> DATASET CONTENT:
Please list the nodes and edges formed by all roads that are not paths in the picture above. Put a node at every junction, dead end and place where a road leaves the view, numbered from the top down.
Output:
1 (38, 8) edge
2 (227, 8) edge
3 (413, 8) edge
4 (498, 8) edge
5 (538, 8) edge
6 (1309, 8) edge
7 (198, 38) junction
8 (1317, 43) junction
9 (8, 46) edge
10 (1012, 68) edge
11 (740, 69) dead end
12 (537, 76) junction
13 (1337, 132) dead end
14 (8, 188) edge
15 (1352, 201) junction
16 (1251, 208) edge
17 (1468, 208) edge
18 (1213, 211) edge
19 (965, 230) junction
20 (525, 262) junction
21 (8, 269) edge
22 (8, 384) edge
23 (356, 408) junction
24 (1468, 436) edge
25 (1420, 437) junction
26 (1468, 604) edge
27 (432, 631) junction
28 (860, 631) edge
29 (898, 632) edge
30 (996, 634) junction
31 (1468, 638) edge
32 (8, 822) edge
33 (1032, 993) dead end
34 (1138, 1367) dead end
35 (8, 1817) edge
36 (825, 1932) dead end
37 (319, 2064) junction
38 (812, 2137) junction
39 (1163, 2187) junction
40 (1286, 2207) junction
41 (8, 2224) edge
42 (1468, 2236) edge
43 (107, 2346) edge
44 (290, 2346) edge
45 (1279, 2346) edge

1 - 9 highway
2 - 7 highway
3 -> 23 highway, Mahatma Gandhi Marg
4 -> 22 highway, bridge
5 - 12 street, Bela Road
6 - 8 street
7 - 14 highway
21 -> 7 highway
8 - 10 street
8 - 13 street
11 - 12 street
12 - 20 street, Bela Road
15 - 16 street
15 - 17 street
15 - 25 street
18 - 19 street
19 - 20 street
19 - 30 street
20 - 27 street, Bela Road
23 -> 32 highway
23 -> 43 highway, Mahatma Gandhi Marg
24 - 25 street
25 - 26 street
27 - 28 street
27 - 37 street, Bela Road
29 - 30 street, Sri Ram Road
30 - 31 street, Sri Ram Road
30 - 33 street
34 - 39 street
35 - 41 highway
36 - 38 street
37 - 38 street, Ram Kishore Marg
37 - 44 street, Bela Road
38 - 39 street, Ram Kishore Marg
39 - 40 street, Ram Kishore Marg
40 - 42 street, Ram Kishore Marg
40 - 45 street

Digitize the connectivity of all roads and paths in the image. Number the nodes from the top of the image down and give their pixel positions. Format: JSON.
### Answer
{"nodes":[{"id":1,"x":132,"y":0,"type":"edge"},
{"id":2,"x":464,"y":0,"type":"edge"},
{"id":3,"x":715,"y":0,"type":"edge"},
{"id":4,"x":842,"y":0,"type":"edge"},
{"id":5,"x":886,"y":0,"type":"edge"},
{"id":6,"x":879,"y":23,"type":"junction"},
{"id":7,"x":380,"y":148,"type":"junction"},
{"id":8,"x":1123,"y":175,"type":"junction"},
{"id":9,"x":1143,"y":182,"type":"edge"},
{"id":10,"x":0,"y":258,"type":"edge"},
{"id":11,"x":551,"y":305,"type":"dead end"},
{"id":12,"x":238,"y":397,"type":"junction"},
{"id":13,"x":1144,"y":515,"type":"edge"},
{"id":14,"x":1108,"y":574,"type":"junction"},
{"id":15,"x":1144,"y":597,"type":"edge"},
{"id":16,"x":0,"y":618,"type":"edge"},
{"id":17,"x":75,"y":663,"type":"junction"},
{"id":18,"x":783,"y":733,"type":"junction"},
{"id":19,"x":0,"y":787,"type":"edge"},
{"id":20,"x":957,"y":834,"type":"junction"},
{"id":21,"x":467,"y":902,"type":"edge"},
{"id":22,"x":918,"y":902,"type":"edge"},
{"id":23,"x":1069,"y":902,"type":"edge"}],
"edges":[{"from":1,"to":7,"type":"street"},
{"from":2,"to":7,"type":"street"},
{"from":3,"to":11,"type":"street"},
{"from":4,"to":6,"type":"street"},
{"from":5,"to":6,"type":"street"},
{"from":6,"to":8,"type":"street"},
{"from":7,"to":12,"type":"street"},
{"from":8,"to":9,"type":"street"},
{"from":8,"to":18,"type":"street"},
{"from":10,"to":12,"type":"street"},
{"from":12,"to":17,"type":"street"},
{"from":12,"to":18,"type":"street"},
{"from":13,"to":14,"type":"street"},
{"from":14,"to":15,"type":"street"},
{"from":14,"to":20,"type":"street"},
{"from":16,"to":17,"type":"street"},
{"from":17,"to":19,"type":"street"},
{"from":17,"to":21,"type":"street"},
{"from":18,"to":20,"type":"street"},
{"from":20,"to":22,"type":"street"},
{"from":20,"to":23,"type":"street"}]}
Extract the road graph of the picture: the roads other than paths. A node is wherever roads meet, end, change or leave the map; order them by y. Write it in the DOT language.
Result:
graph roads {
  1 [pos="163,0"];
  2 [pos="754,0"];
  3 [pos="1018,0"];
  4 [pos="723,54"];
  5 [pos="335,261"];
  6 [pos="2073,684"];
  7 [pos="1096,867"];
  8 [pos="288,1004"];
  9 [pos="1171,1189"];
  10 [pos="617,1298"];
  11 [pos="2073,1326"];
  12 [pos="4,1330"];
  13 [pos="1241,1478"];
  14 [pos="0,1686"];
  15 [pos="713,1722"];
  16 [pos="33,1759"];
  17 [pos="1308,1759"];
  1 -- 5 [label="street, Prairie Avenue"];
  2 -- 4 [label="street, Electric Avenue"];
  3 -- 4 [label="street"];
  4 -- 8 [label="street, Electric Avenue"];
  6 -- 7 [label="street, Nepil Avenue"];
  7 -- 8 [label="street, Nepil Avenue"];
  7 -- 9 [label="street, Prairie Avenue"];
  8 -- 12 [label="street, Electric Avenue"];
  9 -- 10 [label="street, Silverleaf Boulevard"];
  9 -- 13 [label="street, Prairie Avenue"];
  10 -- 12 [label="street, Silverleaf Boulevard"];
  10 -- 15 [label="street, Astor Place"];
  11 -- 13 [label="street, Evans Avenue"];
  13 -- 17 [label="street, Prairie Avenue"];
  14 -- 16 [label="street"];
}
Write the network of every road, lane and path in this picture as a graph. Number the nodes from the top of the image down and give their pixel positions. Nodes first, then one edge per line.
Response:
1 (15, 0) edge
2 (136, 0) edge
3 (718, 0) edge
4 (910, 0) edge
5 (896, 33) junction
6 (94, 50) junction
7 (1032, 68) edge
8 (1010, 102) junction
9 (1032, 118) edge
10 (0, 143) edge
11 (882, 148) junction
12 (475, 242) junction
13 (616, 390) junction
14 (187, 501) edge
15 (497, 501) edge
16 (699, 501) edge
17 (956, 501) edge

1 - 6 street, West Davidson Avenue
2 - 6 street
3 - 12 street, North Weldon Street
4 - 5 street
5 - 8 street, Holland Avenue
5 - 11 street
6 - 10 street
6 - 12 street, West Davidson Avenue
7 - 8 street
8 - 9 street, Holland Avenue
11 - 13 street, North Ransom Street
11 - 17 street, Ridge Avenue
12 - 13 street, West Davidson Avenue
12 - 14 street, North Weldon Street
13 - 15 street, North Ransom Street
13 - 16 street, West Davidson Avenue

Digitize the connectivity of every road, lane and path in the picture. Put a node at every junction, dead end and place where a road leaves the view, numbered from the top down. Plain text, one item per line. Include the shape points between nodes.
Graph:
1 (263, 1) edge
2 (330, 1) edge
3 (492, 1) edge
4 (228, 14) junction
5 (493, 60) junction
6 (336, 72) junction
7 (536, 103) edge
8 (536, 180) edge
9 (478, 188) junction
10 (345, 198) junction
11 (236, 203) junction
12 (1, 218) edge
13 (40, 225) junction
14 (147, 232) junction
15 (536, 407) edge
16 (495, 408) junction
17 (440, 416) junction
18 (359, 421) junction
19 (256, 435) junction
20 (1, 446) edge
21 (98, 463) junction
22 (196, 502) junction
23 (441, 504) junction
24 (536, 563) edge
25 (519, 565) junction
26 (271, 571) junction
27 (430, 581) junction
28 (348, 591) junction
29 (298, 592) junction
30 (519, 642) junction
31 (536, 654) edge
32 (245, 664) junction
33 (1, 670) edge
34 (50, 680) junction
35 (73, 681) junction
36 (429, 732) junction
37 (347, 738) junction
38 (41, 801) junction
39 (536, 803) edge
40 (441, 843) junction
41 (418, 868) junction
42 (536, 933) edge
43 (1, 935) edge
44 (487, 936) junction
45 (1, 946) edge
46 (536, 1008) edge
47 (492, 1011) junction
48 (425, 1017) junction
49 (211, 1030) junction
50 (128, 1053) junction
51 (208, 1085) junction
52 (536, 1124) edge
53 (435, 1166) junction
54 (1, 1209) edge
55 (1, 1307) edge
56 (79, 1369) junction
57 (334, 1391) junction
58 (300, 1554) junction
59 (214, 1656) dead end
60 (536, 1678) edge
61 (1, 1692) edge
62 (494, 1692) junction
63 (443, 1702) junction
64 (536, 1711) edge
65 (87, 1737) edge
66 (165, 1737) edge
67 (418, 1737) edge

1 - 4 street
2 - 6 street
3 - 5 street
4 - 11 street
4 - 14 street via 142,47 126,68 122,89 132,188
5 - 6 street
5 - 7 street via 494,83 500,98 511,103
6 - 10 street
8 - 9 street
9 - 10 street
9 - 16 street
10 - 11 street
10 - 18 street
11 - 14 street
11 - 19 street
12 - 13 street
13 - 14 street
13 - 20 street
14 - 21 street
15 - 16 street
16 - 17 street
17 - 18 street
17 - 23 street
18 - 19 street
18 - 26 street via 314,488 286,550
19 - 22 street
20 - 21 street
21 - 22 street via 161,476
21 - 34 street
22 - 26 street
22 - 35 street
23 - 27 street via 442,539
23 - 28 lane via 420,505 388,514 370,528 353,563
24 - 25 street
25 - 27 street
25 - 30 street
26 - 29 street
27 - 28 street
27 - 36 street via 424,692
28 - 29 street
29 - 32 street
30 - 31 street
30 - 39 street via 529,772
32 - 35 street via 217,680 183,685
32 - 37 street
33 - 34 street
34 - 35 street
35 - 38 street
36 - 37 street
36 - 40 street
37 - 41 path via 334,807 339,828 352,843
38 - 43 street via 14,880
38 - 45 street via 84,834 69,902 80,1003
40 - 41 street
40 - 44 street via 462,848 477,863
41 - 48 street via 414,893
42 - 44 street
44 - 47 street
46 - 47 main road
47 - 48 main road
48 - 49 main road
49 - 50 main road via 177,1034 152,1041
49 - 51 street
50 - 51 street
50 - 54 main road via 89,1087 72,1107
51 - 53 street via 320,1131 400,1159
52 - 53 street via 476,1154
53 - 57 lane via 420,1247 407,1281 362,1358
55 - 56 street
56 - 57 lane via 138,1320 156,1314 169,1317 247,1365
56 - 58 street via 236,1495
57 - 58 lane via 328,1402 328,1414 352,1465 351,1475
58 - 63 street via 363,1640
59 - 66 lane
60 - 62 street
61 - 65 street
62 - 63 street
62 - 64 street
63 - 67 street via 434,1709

> EXERCISE OBJECTIVE: Whenever the word "their" shows up in a line above, copy that line.

> EXERCISE OUTPUT:
Digitize the connectivity of all roads and paths in the image. Number the nodes from the top of the image down and give their pixel positions. Format: JSON.
Write the network of every road, lane and path in this picture as a graph. Number the nodes from the top of the image down and give their pixel positions. Nodes first, then one edge per line.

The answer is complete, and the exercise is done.